Waters’ Recollections

Roger Waters wrote “When The Tigers Broke Free” with the intent of including it on The Wall, Pink Floyd’s 1979 double album. The seed for that album came from Waters’ disillusionment with the rock music experience. But it eventually encompassed many aspects of his autobiography.

Pink, the album’s protagonist, has a father who died in World War II. Roger Waters’ own father, Eric, suffered a similar fate. He perished in the Battle of Anzio in 1944. “When The Tigers Broke Free” recounts those tragic events. It also details Waters, as a boy, finding out about his father’s exploits.

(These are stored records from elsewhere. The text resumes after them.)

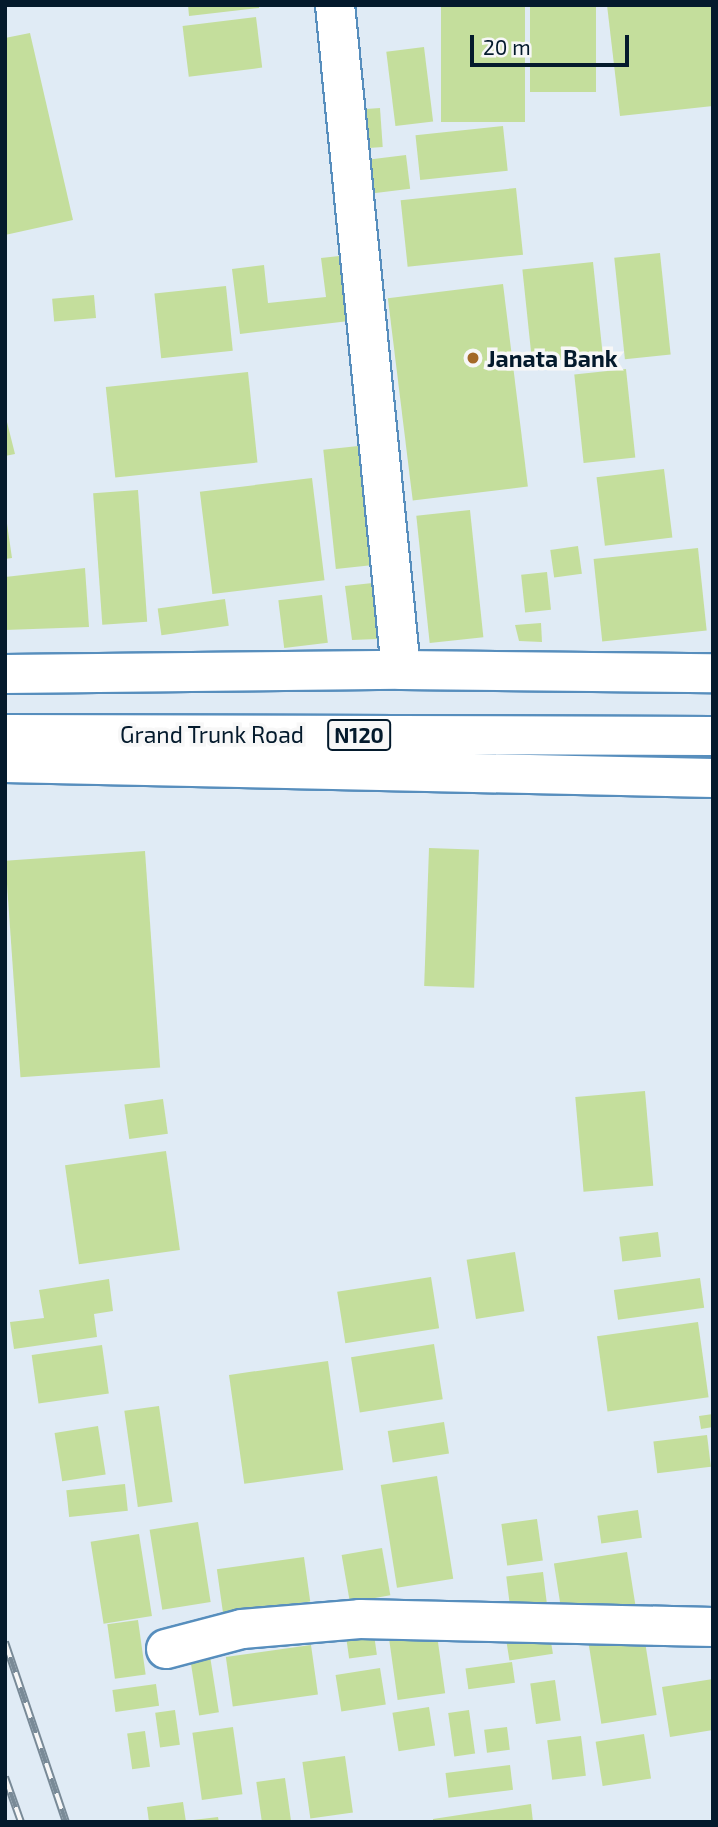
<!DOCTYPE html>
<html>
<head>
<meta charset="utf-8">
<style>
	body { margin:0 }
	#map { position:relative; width:718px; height:1827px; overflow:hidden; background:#e0ebf5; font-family:"Exo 2",sans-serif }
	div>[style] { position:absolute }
	.building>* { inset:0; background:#c4de9c; transform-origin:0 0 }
	.roads { filter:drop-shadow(2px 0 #578ebd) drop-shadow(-2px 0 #578ebd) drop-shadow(0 2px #578ebd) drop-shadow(0 -2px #578ebd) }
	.street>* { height:38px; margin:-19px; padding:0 19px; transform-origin:19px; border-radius:19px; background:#fff }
	.secondary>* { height:38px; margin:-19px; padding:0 19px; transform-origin:19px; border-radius:19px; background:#fff }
	.highway>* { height:38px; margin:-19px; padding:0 19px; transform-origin:19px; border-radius:19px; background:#fff }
	.rail>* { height:8px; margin-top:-4px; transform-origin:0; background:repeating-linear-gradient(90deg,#f7f7f7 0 16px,#798a97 0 32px); box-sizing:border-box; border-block:2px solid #798a97 }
	.dots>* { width:19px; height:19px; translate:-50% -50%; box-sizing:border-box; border:4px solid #f7f7f7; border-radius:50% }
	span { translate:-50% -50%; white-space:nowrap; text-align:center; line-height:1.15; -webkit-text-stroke:7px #f7f7f7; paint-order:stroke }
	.shield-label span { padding:2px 5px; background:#f7f7f7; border:2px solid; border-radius:5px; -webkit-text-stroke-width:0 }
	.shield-label { font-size:21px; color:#041a2c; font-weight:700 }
	.poi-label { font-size:23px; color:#041a2c; font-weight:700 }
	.left { translate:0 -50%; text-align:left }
	.street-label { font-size:23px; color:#041a2c }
	.frame { position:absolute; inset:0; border:7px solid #041a2c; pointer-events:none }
	.scale { position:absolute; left:470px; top:35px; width:159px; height:32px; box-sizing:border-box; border:4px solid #041a2c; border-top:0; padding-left:9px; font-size:21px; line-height:24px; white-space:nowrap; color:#041a2c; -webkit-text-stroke:5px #f7f7f7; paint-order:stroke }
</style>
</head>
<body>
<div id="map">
	<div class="building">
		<i style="clip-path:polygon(188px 5px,259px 5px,259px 8px,189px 16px)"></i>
		<i style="left:441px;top:5px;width:84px;height:117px"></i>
		<i style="left:530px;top:5px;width:66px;height:87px"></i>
		<i style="clip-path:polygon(607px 5px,713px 5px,713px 106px,620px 116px)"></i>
		<i style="left:256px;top:17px;width:51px;height:74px;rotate:83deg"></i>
		<i style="clip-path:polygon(30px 33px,73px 220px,5px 235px,5px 38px)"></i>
		<i style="left:424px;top:47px;width:75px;height:38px;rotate:83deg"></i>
		<i style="left:380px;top:108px;width:39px;height:25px;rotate:86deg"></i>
		<i style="left:503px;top:126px;width:45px;height:88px;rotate:84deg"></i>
		<i style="left:406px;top:155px;width:34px;height:43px;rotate:83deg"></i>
		<i style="left:516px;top:188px;width:67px;height:116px;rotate:84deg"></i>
		<i style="left:660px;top:253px;width:102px;height:46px;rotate:84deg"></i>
		<i style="clip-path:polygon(358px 254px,366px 319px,240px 334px,232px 269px,264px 265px,268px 303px,326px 297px,321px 258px)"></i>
		<i style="left:593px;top:262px;width:94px;height:71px;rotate:84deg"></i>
		<i style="left:503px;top:284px;width:204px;height:116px;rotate:83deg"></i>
		<i style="left:226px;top:286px;width:65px;height:72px;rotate:84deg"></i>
		<i style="left:94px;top:295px;width:23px;height:42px;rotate:85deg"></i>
		<i style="left:626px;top:369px;width:89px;height:52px;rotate:84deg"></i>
		<i style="left:248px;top:372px;width:91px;height:143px;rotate:84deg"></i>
		<i style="clip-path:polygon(5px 414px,15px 454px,5px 456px)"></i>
		<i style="left:377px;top:444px;width:120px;height:54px;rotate:84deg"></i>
		<i style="left:664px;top:469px;width:69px;height:68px;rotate:83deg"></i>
		<i style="left:312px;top:478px;width:103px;height:113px;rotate:83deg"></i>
		<i style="left:138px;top:490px;width:132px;height:45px;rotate:86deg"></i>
		<i style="clip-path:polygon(5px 510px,12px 558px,5px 559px)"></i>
		<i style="left:470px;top:510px;width:128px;height:54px;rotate:84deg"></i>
		<i style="left:578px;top:546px;width:28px;height:28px;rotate:82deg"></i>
		<i style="left:698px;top:548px;width:83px;height:105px;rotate:84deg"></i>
		<i style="clip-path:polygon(85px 568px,89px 627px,5px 630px,5px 577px)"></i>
		<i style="left:547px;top:572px;width:38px;height:26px;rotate:84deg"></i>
		<i style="clip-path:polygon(400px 580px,402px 638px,352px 640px,345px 586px)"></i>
		<i style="left:322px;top:595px;width:48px;height:44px;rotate:83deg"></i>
		<i style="left:225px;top:599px;width:27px;height:68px;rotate:82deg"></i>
		<i style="clip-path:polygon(541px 623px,542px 642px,519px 641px,515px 625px)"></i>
		<i style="left:429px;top:848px;width:50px;height:138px;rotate:2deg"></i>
		<i style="left:145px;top:851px;width:217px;height:140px;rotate:86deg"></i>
		<i style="left:645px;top:1091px;width:95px;height:70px;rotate:85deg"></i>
		<i style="left:163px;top:1099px;width:35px;height:39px;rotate:82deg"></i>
		<i style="left:166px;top:1151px;width:100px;height:102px;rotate:82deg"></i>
		<i style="left:658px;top:1232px;width:25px;height:39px;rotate:83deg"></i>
		<i style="left:515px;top:1252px;width:60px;height:49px;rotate:81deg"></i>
		<i style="left:431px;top:1277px;width:52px;height:95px;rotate:81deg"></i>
		<i style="left:700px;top:1278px;width:30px;height:87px;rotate:82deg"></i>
		<i style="clip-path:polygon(109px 1279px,113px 1311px,94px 1314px,97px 1337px,14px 1349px,10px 1322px,44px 1318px,39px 1290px)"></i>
		<i style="left:698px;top:1322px;width:76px;height:102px;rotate:82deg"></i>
		<i style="left:434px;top:1344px;width:56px;height:84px;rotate:81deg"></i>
		<i style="left:102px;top:1345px;width:49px;height:71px;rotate:82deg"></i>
		<i style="left:328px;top:1361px;width:110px;height:100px;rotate:82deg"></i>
		<i style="left:159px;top:1406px;width:97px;height:35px;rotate:82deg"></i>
		<i style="clip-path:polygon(713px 1414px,713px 1427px,701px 1429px,699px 1416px)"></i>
		<i style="left:444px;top:1422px;width:32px;height:57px;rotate:81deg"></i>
		<i style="left:98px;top:1426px;width:49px;height:44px;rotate:81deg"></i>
		<i style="left:707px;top:1435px;width:32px;height:54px;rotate:83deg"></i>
		<i style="left:437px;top:1476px;width:104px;height:57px;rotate:81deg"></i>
		<i style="left:125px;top:1484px;width:27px;height:59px;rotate:84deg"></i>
		<i style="left:638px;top:1510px;width:28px;height:41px;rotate:82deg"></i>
		<i style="left:537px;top:1519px;width:42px;height:36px;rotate:82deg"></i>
		<i style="left:198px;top:1522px;width:81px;height:49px;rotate:81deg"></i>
		<i style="left:139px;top:1534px;width:83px;height:49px;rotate:81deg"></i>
		<i style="left:382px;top:1548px;width:48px;height:41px;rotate:80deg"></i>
		<i style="left:627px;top:1552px;width:53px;height:74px;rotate:81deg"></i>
		<i style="left:304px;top:1557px;width:45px;height:88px;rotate:82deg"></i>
		<i style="left:543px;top:1572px;width:31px;height:37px;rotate:83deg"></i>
		<i style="left:138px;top:1620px;width:55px;height:31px;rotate:82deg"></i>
		<i style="left:372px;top:1620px;width:35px;height:28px;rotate:82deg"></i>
		<i style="left:436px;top:1628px;width:66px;height:48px;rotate:82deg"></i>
		<i style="left:549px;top:1629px;width:25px;height:44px;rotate:81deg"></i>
		<i style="left:643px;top:1629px;width:87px;height:56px;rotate:81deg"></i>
		<i style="left:311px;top:1645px;width:50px;height:86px;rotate:82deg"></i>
		<i style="left:210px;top:1656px;width:57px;height:20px;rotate:81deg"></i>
		<i style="left:512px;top:1662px;width:21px;height:47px;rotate:82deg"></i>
		<i style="left:380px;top:1668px;width:37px;height:45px;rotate:81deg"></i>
		<i style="clip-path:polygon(713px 1679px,713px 1730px,670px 1737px,662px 1687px)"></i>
		<i style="left:555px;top:1680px;width:41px;height:25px;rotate:82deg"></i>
		<i style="left:156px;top:1684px;width:22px;height:44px;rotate:82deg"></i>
		<i style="left:429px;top:1707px;width:39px;height:37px;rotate:81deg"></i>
		<i style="left:175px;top:1710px;width:35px;height:20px;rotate:82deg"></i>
		<i style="left:469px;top:1710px;width:44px;height:21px;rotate:82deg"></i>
		<i style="left:233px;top:1727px;width:68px;height:41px;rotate:82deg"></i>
		<i style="left:507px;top:1727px;width:23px;height:23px;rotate:83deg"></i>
		<i style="left:145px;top:1731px;width:36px;height:18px;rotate:82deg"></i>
		<i style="left:644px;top:1734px;width:45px;height:49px;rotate:81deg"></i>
		<i style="left:581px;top:1736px;width:40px;height:34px;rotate:83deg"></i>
		<i style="left:345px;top:1756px;width:57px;height:43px;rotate:82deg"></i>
		<i style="left:510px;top:1765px;width:25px;height:65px;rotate:83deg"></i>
		<i style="left:285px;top:1778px;width:44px;height:29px;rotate:82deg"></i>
		<i style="clip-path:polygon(183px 1802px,186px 1822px,149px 1822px,147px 1807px)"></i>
		<i style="clip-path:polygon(531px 1804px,533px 1822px,433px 1822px,433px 1819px)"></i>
		<i style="clip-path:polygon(218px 1817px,219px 1822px,193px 1822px,193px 1820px)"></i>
	</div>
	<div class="roads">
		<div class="street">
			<i style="left:335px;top:5px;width:668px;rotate:84.33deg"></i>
			<i style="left:166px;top:1649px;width:79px;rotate:-14.7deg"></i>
			<i style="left:242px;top:1629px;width:118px;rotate:-4.8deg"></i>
			<i style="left:360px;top:1619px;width:353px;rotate:1.3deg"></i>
		</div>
		<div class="secondary">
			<i style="left:5px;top:674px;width:396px;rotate:-0.6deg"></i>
			<i style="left:401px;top:670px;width:312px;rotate:0.6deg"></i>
			<i style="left:5px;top:763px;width:708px;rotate:1.21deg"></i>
		</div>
		<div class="highway">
			<i style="left:5px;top:734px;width:708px;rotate:0.16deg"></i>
		</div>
	</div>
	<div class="rail">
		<i style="left:5px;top:1642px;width:190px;rotate:71.3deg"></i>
		<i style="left:5px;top:1777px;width:48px;rotate:70.4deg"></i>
	</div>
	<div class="dots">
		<i style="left:473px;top:358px;background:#a36928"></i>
	</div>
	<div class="shield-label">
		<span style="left:359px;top:735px">N120</span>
	</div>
	<div class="poi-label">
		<span class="left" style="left:487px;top:358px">Janata Bank</span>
	</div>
	<div class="street-label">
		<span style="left:212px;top:734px">Grand Trunk Road</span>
	</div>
	<div class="frame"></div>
	<div class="scale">20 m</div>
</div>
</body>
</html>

In the end, Pink Floyd decided not to include the song on The Wall, at least in terms of the album. “When The Tigers Broke Free” did appear in the film of the movie, and Pink Floyd released it as a single in 1982. But it never showed up on an official Floyd album release around the time when it was recorded.

The song was eventually included in reissues of The Final Cut, the 1983 Pink Floyd album that dug even deeper into Waters’ anti-war sentiments. It’s too bad that this song was so difficult to track down for a few decades, because it’s a powerful, moving piece of work.

Behind the Lyrics of “When The Tigers Broke Free”

Waters does something quite special with the lyrics to “When The Tigers Broke Free”. On the one hand, he squeezes in all the details, so that the listener knows what’s happening. But he also manages to make a subtle commentary on his father’s death. He honors Eric Waters’ sacrifice. But he also hints at the cost of war that reverberates far beyond which side wins the battle.

Waters suggests that the officers make decisions that don’t take into account the threat to their soldiers. The elder Waters’ commander wants to fall back to protect his men, but “the generals” insist they stay put. “And the Anzio bridgehead/Was held for the price/Of a few hundred ordinary lives,” Waters sings in woeful tones.

The scene then shifts to young Roger discovering the honors that his father won, bestowed upon him by “kind old King George.” Even decades later, the moment sticks with him. “And my eyes grow damp/To remember His Majesty / Signed with his own rubber stamp,” Waters sings. You can hear his lips curl into a sneer as he sings that last line.

In the final verse, we’re pulled into the midst of the battlefield. Waters’ voice rises an octave to meet the desperation of the moment. “And no one survived / From the Royal Fusiliers Company Z,” he bellows. His final words are those of a child, suggesting how his father’s death stunted him: “And that’s how the High Command / Took my Daddy from me.”

By the time Pink Floyd released this song, Roger Waters had assumed almost complete creative control of their output. That situation was untenable, and Waters soon was on his own as a solo act. “When The Tigers Broke Free” was a kind of test run for that situation, as he sang a song about his family’s tragic history that also made a larger point about war’s devastation.